----- Provided data -----

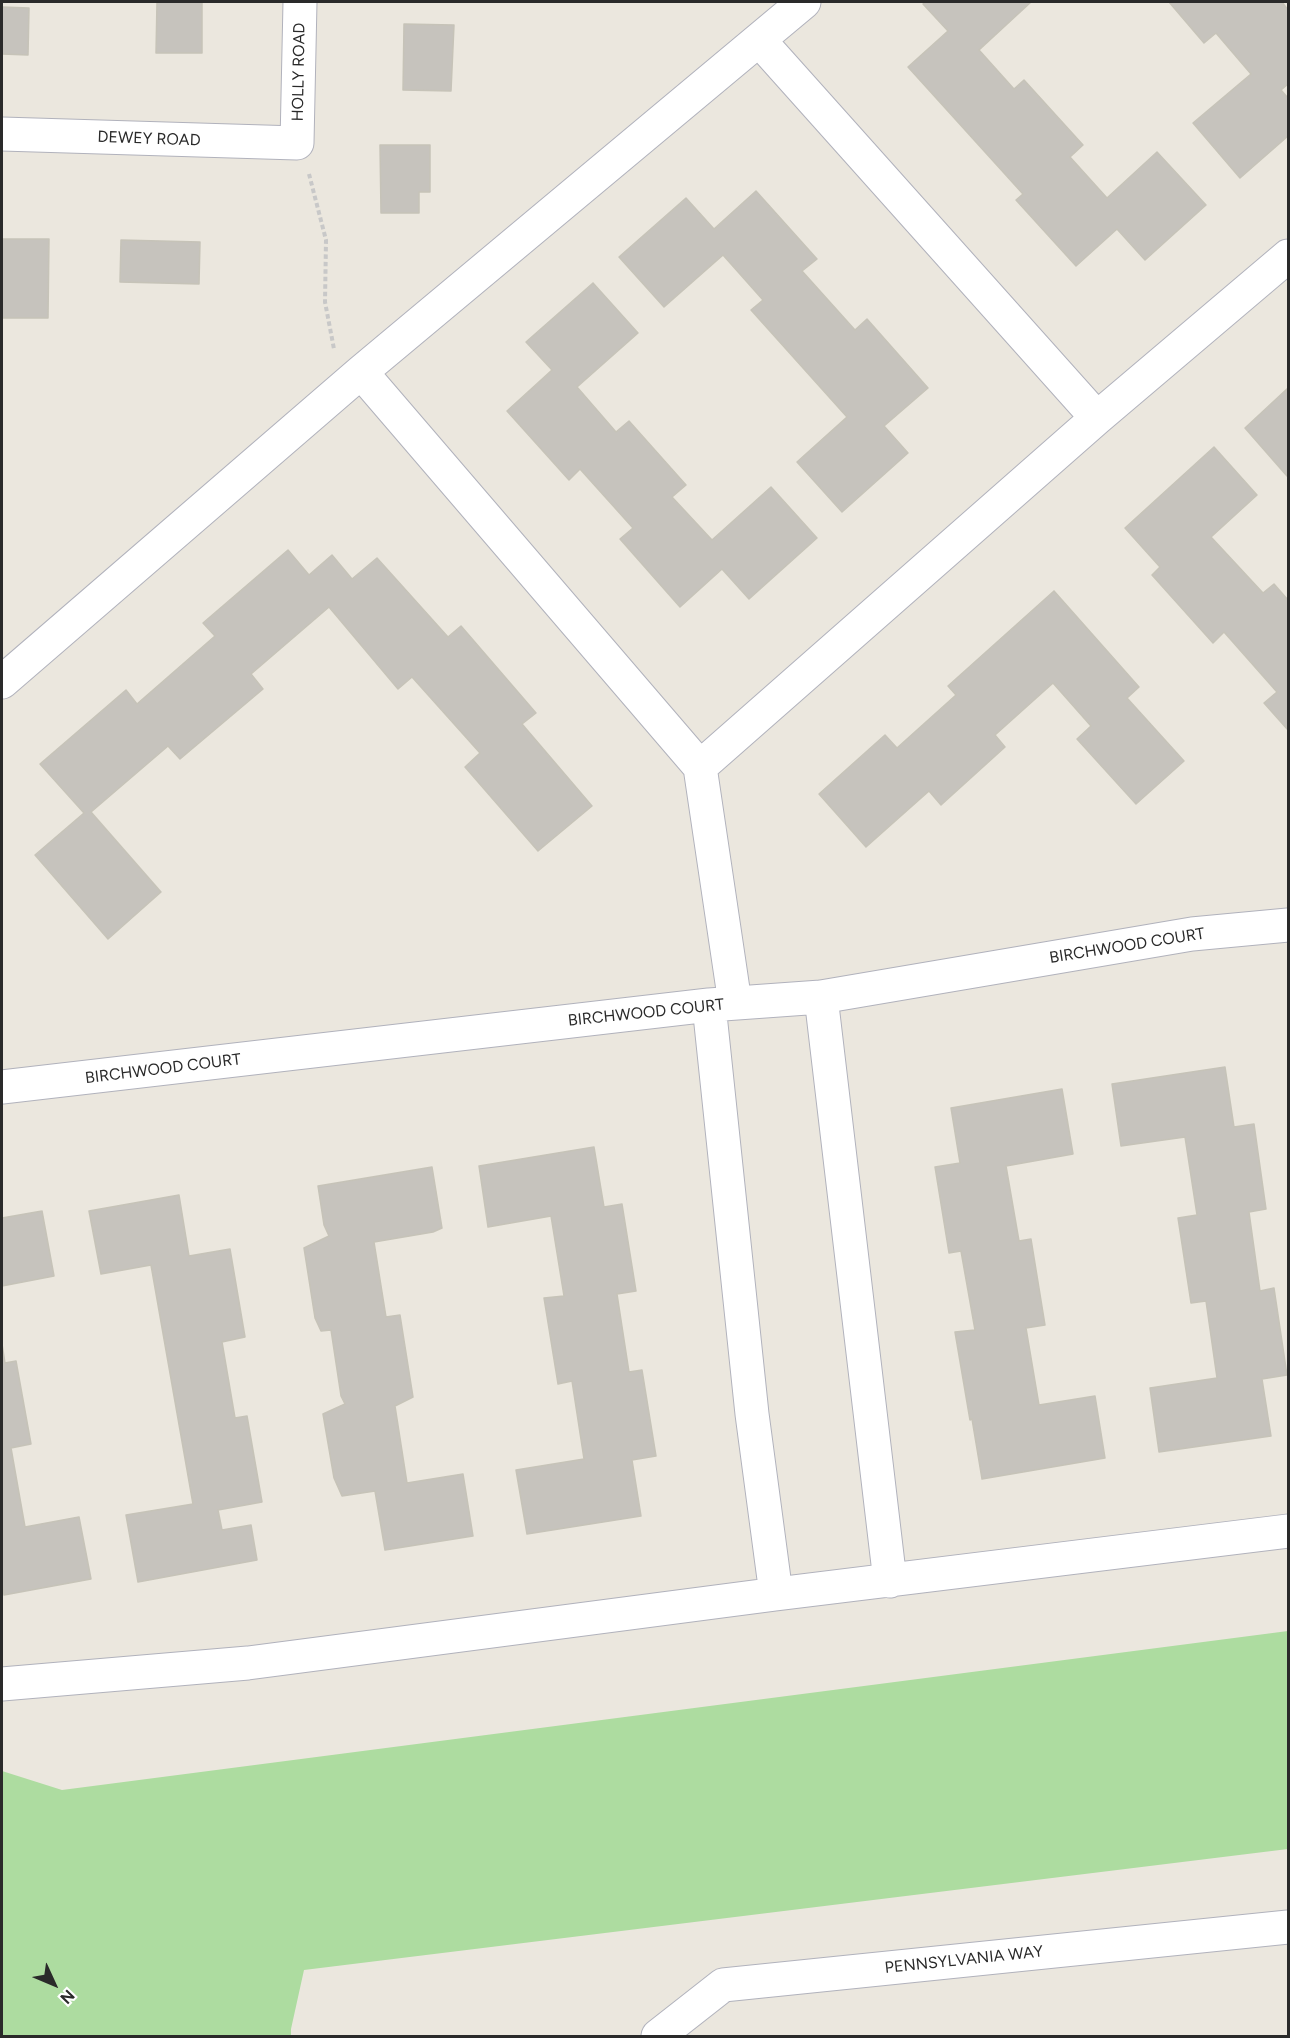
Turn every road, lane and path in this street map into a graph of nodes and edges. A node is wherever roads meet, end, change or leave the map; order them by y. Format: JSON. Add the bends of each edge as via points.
{"nodes":[{"id":1,"x":300,"y":2,"type":"edge"},
{"id":2,"x":804,"y":2,"type":"edge"},
{"id":3,"x":759,"y":40,"type":"junction"},
{"id":4,"x":2,"y":135,"type":"edge"},
{"id":5,"x":297,"y":142,"type":"junction"},
{"id":6,"x":1288,"y":256,"type":"edge"},
{"id":7,"x":360,"y":372,"type":"junction"},
{"id":8,"x":1096,"y":418,"type":"junction"},
{"id":9,"x":2,"y":682,"type":"edge"},
{"id":10,"x":699,"y":766,"type":"junction"},
{"id":11,"x":1288,"y":925,"type":"edge"},
{"id":12,"x":821,"y":997,"type":"junction"},
{"id":13,"x":722,"y":1004,"type":"junction"},
{"id":14,"x":2,"y":1088,"type":"edge"},
{"id":15,"x":1288,"y":1531,"type":"edge"},
{"id":16,"x":890,"y":1581,"type":"junction"},
{"id":17,"x":776,"y":1594,"type":"junction"},
{"id":18,"x":2,"y":1684,"type":"edge"},
{"id":19,"x":1288,"y":1927,"type":"edge"},
{"id":20,"x":658,"y":2037,"type":"edge"}],
"edges":[{"from":1,"to":5,"type":"street","name":"HOLLY ROAD"},
{"from":2,"to":3,"type":"street"},
{"from":3,"to":7,"type":"street"},
{"from":3,"to":8,"type":"street"},
{"from":4,"to":5,"type":"street","name":"DEWEY ROAD"},
{"from":5,"to":7,"type":"path","via":[[312,180],[326,240],[325,302],[336,357]]},
{"from":6,"to":8,"type":"street"},
{"from":7,"to":9,"type":"street"},
{"from":7,"to":10,"type":"street"},
{"from":8,"to":10,"type":"street"},
{"from":10,"to":13,"type":"street"},
{"from":11,"to":12,"type":"street","name":"BIRCHWOOD COURT","via":[[1192,934]]},
{"from":12,"to":13,"type":"street","name":"BIRCHWOOD COURT"},
{"from":12,"to":16,"type":"street"},
{"from":13,"to":14,"type":"street","name":"BIRCHWOOD COURT"},
{"from":13,"to":17,"type":"street","via":[[752,1414]]},
{"from":15,"to":16,"type":"street"},
{"from":16,"to":17,"type":"street"},
{"from":17,"to":18,"type":"street","via":[[248,1663]]},
{"from":19,"to":20,"type":"street","name":"PENNSYLVANIA WAY","via":[[723,1984]]}]}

-----

Brief: Exact copy, no pictures: reproduce every record as it stands.

Exercise solution:
Turn every road, lane and path in this street map into a graph of nodes and edges. A node is wherever roads meet, end, change or leave the map; order them by y. Format: JSON. Add the bends of each edge as via points.
{"nodes":[{"id":1,"x":300,"y":2,"type":"edge"},
{"id":2,"x":804,"y":2,"type":"edge"},
{"id":3,"x":759,"y":40,"type":"junction"},
{"id":4,"x":2,"y":135,"type":"edge"},
{"id":5,"x":297,"y":142,"type":"junction"},
{"id":6,"x":1288,"y":256,"type":"edge"},
{"id":7,"x":360,"y":372,"type":"junction"},
{"id":8,"x":1096,"y":418,"type":"junction"},
{"id":9,"x":2,"y":682,"type":"edge"},
{"id":10,"x":699,"y":766,"type":"junction"},
{"id":11,"x":1288,"y":925,"type":"edge"},
{"id":12,"x":821,"y":997,"type":"junction"},
{"id":13,"x":722,"y":1004,"type":"junction"},
{"id":14,"x":2,"y":1088,"type":"edge"},
{"id":15,"x":1288,"y":1531,"type":"edge"},
{"id":16,"x":890,"y":1581,"type":"junction"},
{"id":17,"x":776,"y":1594,"type":"junction"},
{"id":18,"x":2,"y":1684,"type":"edge"},
{"id":19,"x":1288,"y":1927,"type":"edge"},
{"id":20,"x":658,"y":2037,"type":"edge"}],
"edges":[{"from":1,"to":5,"type":"street","name":"HOLLY ROAD"},
{"from":2,"to":3,"type":"street"},
{"from":3,"to":7,"type":"street"},
{"from":3,"to":8,"type":"street"},
{"from":4,"to":5,"type":"street","name":"DEWEY ROAD"},
{"from":5,"to":7,"type":"path","via":[[312,180],[326,240],[325,302],[336,357]]},
{"from":6,"to":8,"type":"street"},
{"from":7,"to":9,"type":"street"},
{"from":7,"to":10,"type":"street"},
{"from":8,"to":10,"type":"street"},
{"from":10,"to":13,"type":"street"},
{"from":11,"to":12,"type":"street","name":"BIRCHWOOD COURT","via":[[1192,934]]},
{"from":12,"to":13,"type":"street","name":"BIRCHWOOD COURT"},
{"from":12,"to":16,"type":"street"},
{"from":13,"to":14,"type":"street","name":"BIRCHWOOD COURT"},
{"from":13,"to":17,"type":"street","via":[[752,1414]]},
{"from":15,"to":16,"type":"street"},
{"from":16,"to":17,"type":"street"},
{"from":17,"to":18,"type":"street","via":[[248,1663]]},
{"from":19,"to":20,"type":"street","name":"PENNSYLVANIA WAY","via":[[723,1984]]}]}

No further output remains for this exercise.